Exercise instructions
Once you have checked each line below for the word "Left", give the number of lines that have it and nothing further.

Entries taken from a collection
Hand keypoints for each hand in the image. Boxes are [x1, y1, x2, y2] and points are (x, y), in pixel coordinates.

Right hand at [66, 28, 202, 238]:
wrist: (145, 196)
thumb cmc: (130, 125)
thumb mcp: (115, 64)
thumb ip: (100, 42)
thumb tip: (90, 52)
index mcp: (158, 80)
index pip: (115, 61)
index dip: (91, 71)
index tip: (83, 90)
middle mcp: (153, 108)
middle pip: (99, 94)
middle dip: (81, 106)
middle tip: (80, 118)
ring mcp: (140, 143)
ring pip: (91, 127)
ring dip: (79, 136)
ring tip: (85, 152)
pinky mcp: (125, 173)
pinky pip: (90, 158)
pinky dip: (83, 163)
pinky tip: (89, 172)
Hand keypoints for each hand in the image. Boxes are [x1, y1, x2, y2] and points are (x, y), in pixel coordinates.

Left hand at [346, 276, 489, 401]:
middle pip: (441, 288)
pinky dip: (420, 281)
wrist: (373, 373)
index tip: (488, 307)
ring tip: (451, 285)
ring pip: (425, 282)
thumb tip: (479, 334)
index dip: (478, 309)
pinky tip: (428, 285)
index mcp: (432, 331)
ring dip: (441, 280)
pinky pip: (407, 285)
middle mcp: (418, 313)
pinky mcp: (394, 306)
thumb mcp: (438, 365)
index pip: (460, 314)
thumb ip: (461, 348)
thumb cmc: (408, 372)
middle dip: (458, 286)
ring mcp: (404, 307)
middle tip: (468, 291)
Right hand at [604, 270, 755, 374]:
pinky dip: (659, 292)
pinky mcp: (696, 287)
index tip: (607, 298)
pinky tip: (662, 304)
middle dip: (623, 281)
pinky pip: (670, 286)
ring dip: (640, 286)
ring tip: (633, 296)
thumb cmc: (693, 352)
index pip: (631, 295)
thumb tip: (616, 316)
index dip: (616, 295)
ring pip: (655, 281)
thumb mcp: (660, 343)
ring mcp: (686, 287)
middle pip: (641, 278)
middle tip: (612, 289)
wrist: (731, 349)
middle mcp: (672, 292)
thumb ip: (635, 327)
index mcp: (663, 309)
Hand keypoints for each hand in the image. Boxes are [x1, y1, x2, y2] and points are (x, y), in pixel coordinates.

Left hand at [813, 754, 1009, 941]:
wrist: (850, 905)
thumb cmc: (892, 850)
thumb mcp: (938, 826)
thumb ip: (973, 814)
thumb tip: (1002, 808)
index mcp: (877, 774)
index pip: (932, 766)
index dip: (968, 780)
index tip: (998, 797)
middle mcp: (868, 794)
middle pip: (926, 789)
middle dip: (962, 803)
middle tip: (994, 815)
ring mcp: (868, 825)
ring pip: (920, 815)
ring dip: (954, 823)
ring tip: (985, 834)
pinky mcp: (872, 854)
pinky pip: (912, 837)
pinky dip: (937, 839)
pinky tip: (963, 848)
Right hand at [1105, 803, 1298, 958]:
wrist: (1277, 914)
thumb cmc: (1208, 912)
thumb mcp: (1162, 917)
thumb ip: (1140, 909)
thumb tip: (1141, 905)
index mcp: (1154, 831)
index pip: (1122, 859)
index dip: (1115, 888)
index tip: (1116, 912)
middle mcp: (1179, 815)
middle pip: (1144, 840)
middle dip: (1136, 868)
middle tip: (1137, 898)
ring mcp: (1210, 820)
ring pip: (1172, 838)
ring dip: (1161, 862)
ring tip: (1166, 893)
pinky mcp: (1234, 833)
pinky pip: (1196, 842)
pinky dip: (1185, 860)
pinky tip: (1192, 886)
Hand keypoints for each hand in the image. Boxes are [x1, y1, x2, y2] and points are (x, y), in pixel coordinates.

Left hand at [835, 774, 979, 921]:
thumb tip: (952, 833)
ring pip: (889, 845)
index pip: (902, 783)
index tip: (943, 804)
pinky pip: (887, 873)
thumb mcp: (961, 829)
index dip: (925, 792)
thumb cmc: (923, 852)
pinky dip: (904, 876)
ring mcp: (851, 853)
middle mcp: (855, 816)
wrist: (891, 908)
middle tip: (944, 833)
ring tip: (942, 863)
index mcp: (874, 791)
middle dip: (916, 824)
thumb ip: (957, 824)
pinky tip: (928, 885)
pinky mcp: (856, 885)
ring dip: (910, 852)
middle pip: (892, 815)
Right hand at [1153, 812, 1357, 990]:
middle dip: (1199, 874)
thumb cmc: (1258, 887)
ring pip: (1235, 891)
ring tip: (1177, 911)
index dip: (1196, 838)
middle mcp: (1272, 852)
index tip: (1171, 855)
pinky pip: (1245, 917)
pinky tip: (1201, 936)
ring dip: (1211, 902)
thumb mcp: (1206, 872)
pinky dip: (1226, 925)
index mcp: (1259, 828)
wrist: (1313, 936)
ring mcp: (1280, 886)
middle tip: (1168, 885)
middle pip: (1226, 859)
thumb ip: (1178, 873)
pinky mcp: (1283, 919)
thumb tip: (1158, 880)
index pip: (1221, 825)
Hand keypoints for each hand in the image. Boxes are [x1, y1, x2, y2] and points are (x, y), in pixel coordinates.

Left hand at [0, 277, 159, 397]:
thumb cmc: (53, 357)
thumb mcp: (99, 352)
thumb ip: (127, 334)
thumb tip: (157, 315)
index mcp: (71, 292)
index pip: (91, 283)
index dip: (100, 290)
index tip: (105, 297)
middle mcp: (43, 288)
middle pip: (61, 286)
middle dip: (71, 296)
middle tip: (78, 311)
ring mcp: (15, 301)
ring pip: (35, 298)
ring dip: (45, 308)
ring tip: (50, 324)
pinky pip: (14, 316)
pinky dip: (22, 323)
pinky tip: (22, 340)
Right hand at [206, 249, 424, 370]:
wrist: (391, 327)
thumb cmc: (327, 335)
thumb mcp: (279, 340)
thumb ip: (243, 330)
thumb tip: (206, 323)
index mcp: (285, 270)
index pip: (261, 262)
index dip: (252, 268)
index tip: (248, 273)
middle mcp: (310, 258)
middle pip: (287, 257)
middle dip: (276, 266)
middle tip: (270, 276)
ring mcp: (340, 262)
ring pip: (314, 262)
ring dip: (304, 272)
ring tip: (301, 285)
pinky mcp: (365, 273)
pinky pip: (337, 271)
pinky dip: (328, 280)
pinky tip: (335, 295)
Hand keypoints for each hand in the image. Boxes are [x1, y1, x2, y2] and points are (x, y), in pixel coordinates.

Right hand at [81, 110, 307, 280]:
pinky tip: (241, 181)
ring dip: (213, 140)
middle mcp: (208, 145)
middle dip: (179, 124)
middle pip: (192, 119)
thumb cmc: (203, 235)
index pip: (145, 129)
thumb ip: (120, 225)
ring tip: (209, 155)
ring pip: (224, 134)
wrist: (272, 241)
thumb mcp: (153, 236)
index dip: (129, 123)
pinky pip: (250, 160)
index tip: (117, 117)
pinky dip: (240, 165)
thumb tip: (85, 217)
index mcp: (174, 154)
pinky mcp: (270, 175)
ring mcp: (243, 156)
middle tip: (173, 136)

Answer below
4